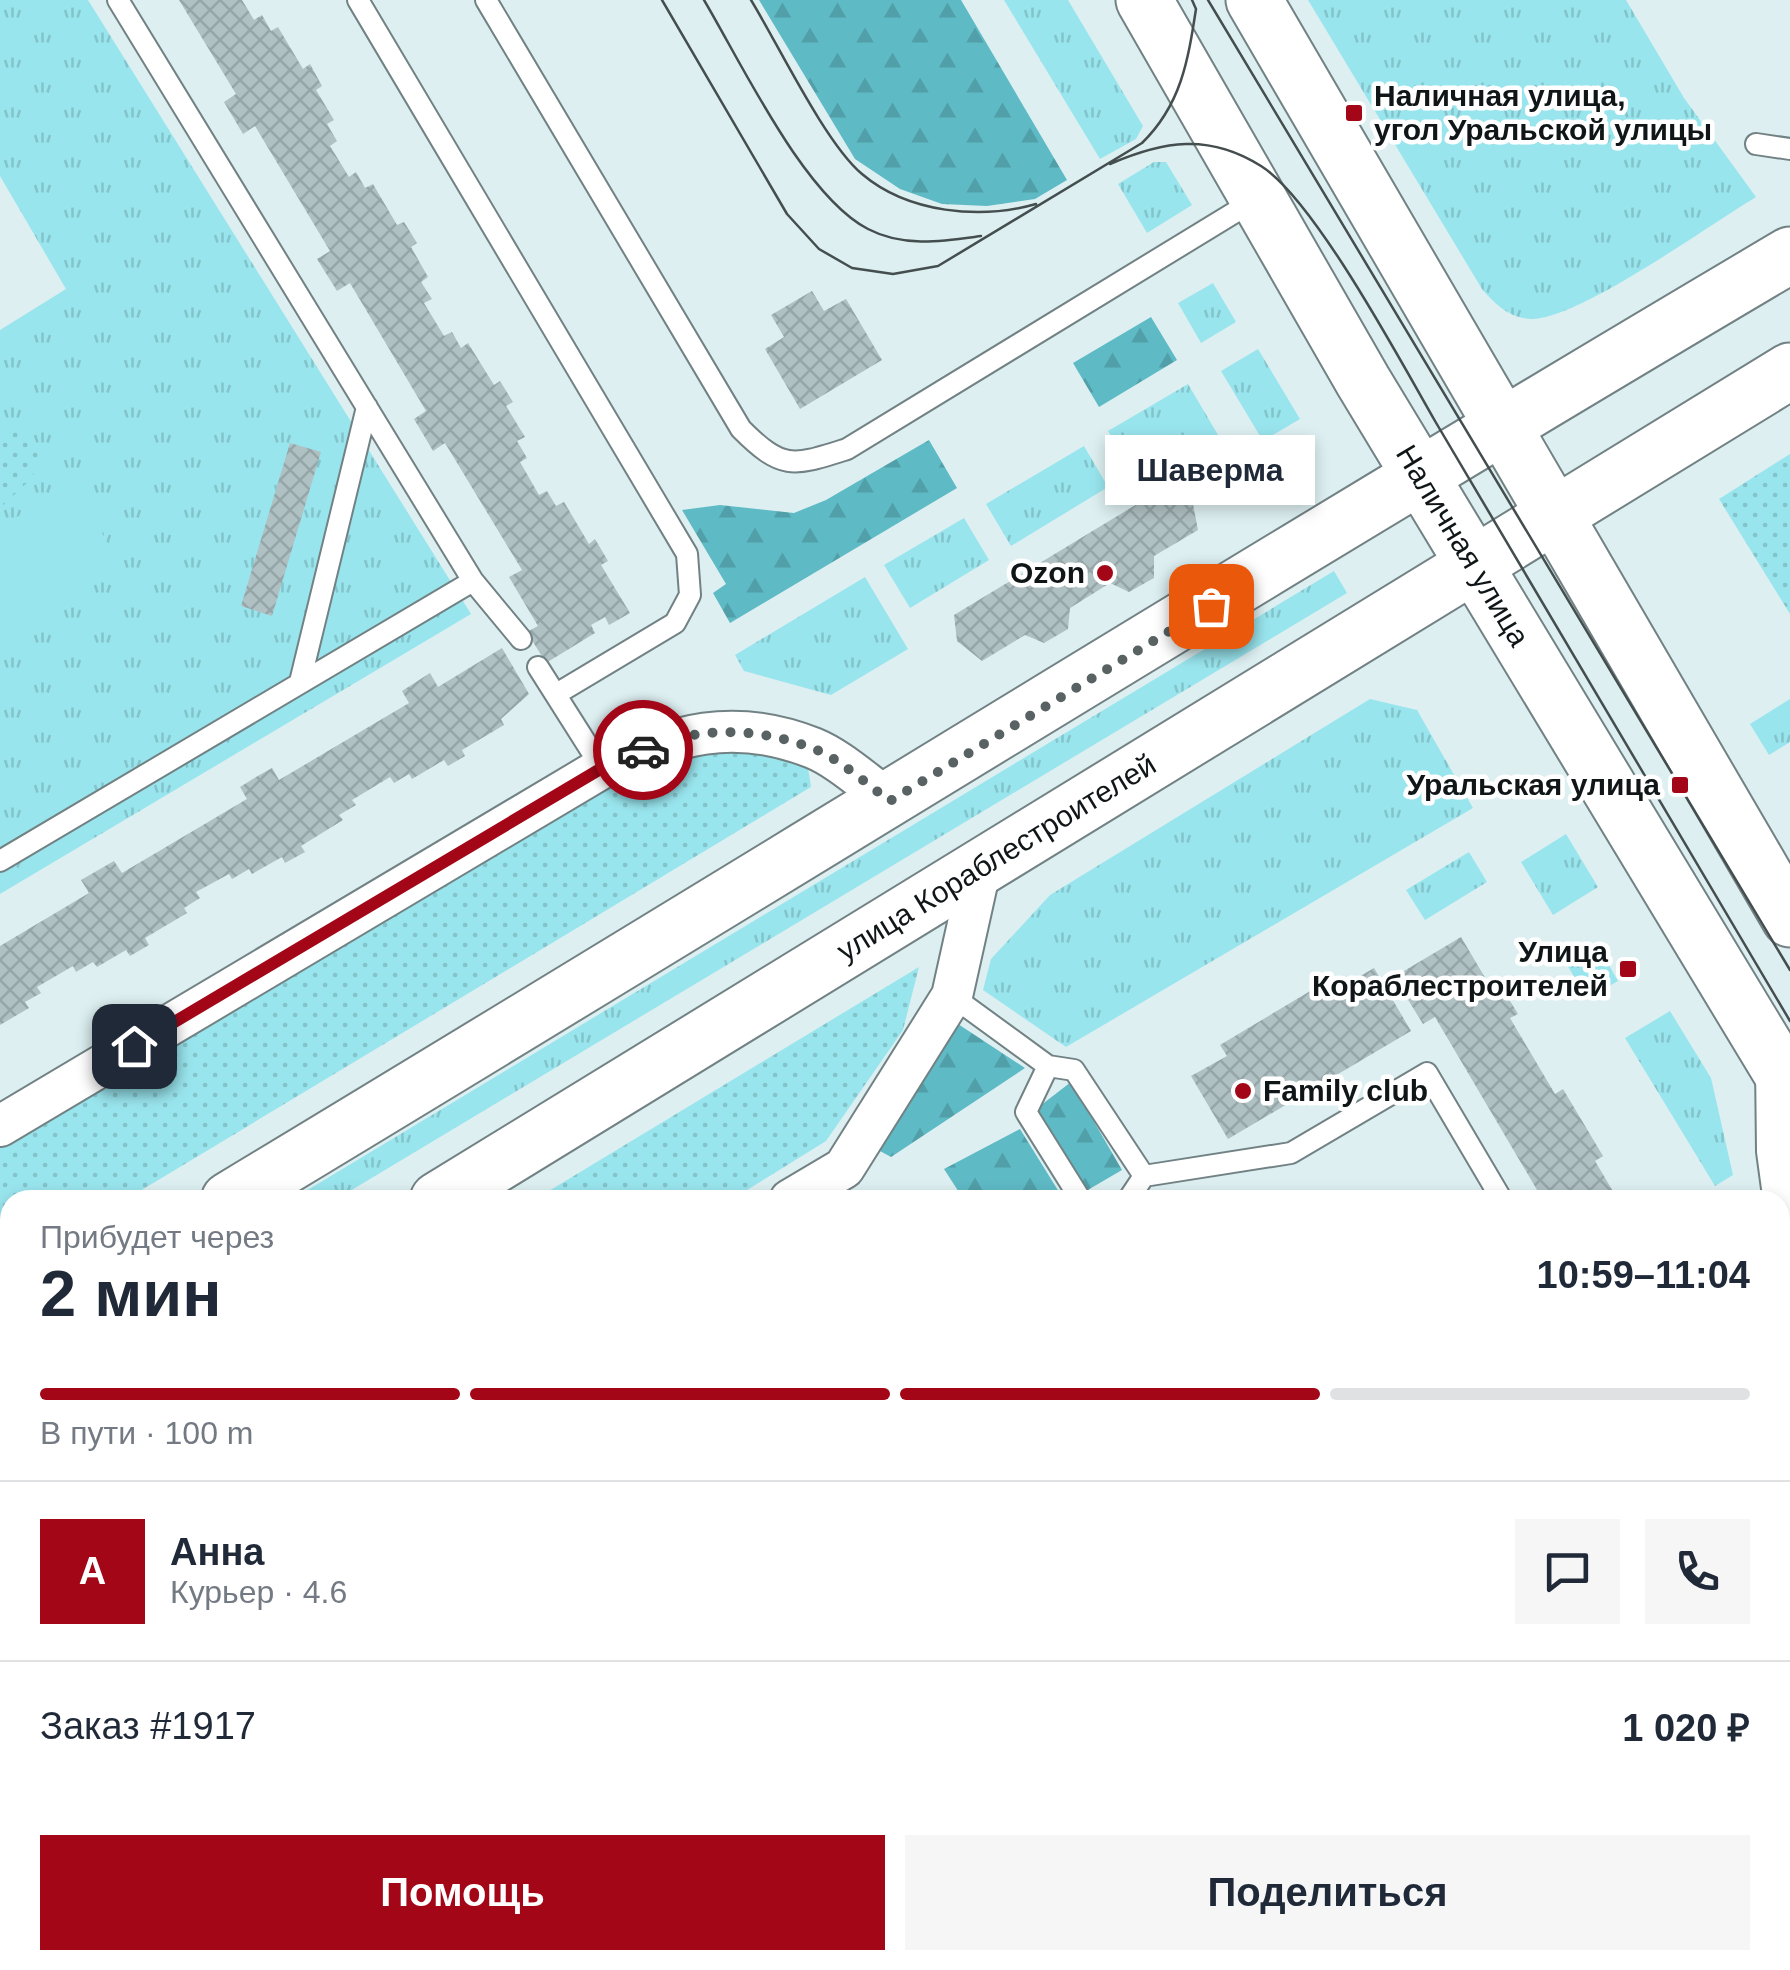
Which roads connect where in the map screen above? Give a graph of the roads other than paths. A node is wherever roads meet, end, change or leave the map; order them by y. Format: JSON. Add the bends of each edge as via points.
{"nodes":[{"id":1,"x":118,"y":0,"type":"edge"},
{"id":2,"x":358,"y":0,"type":"edge"},
{"id":3,"x":486,"y":0,"type":"edge"},
{"id":4,"x":1144,"y":0,"type":"edge"},
{"id":5,"x":1254,"y":0,"type":"edge"},
{"id":6,"x":1756,"y":144,"type":"dead end"},
{"id":7,"x":1790,"y":150,"type":"edge"},
{"id":8,"x":1259,"y":198,"type":"junction"},
{"id":9,"x":1790,"y":255,"type":"edge"},
{"id":10,"x":1790,"y":371,"type":"edge"},
{"id":11,"x":367,"y":408,"type":"junction"},
{"id":12,"x":1502,"y":424,"type":"junction"},
{"id":13,"x":1420,"y":475,"type":"junction"},
{"id":14,"x":1553,"y":513,"type":"junction"},
{"id":15,"x":1473,"y":562,"type":"junction"},
{"id":16,"x":473,"y":581,"type":"junction"},
{"id":17,"x":521,"y":639,"type":"dead end"},
{"id":18,"x":538,"y":667,"type":"dead end"},
{"id":19,"x":300,"y":682,"type":"junction"},
{"id":20,"x":558,"y":693,"type":"junction"},
{"id":21,"x":602,"y":768,"type":"junction"},
{"id":22,"x":890,"y":801,"type":"junction"},
{"id":23,"x":0,"y":861,"type":"edge"},
{"id":24,"x":980,"y":870,"type":"junction"},
{"id":25,"x":1790,"y":919,"type":"edge"},
{"id":26,"x":952,"y":996,"type":"junction"},
{"id":27,"x":1048,"y":1066,"type":"junction"},
{"id":28,"x":1783,"y":1076,"type":"edge"},
{"id":29,"x":0,"y":1126,"type":"edge"},
{"id":30,"x":1144,"y":1176,"type":"junction"},
{"id":31,"x":246,"y":1190,"type":"edge"},
{"id":32,"x":454,"y":1190,"type":"edge"},
{"id":33,"x":807,"y":1190,"type":"edge"},
{"id":34,"x":1075,"y":1190,"type":"edge"},
{"id":35,"x":1135,"y":1190,"type":"edge"},
{"id":36,"x":1496,"y":1190,"type":"edge"},
{"id":37,"x":1783,"y":1190,"type":"edge"}],
"edges":[{"from":1,"to":11,"type":"lane"},
{"from":2,"to":20,"type":"lane","via":[[687,554],[690,595],[674,623]]},
{"from":3,"to":8,"type":"lane","via":[[741,429],[771,459],[806,462],[847,449]]},
{"from":4,"to":8,"type":"main road","name":"Наличная улица"},
{"from":5,"to":12,"type":"main road"},
{"from":6,"to":7,"type":"lane"},
{"from":8,"to":13,"type":"main road","name":"Наличная улица"},
{"from":9,"to":12,"type":"main road"},
{"from":10,"to":14,"type":"main road"},
{"from":11,"to":16,"type":"lane"},
{"from":11,"to":19,"type":"lane"},
{"from":12,"to":13,"type":"main road"},
{"from":12,"to":14,"type":"main road"},
{"from":13,"to":15,"type":"main road","name":"Наличная улица"},
{"from":13,"to":22,"type":"main road"},
{"from":14,"to":15,"type":"main road","name":"улица Кораблестроителей"},
{"from":14,"to":25,"type":"main road"},
{"from":15,"to":24,"type":"main road","name":"улица Кораблестроителей"},
{"from":15,"to":28,"type":"main road","name":"Наличная улица"},
{"from":16,"to":17,"type":"lane"},
{"from":16,"to":19,"type":"lane"},
{"from":18,"to":20,"type":"lane"},
{"from":19,"to":23,"type":"lane"},
{"from":20,"to":21,"type":"lane"},
{"from":21,"to":22,"type":"street","via":[[670,738],[736,730],[814,748]]},
{"from":21,"to":29,"type":"street"},
{"from":22,"to":31,"type":"main road"},
{"from":24,"to":26,"type":"street"},
{"from":24,"to":32,"type":"main road","name":"улица Кораблестроителей"},
{"from":26,"to":27,"type":"lane"},
{"from":26,"to":33,"type":"street","via":[[844,1168]]},
{"from":27,"to":30,"type":"lane","via":[[1074,1070]]},
{"from":27,"to":34,"type":"lane","via":[[1026,1112]]},
{"from":28,"to":37,"type":"street"},
{"from":30,"to":35,"type":"lane"},
{"from":30,"to":36,"type":"lane","via":[[1292,1153],[1427,1073]]}]}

■ WORK INSTRUCTIONS ■
Every line above in which the word "name" occurs is to be copied.

■ RESULT OF THE TASK ■
{"from":4,"to":8,"type":"main road","name":"Наличная улица"},
{"from":8,"to":13,"type":"main road","name":"Наличная улица"},
{"from":13,"to":15,"type":"main road","name":"Наличная улица"},
{"from":14,"to":15,"type":"main road","name":"улица Кораблестроителей"},
{"from":15,"to":24,"type":"main road","name":"улица Кораблестроителей"},
{"from":15,"to":28,"type":"main road","name":"Наличная улица"},
{"from":24,"to":32,"type":"main road","name":"улица Кораблестроителей"},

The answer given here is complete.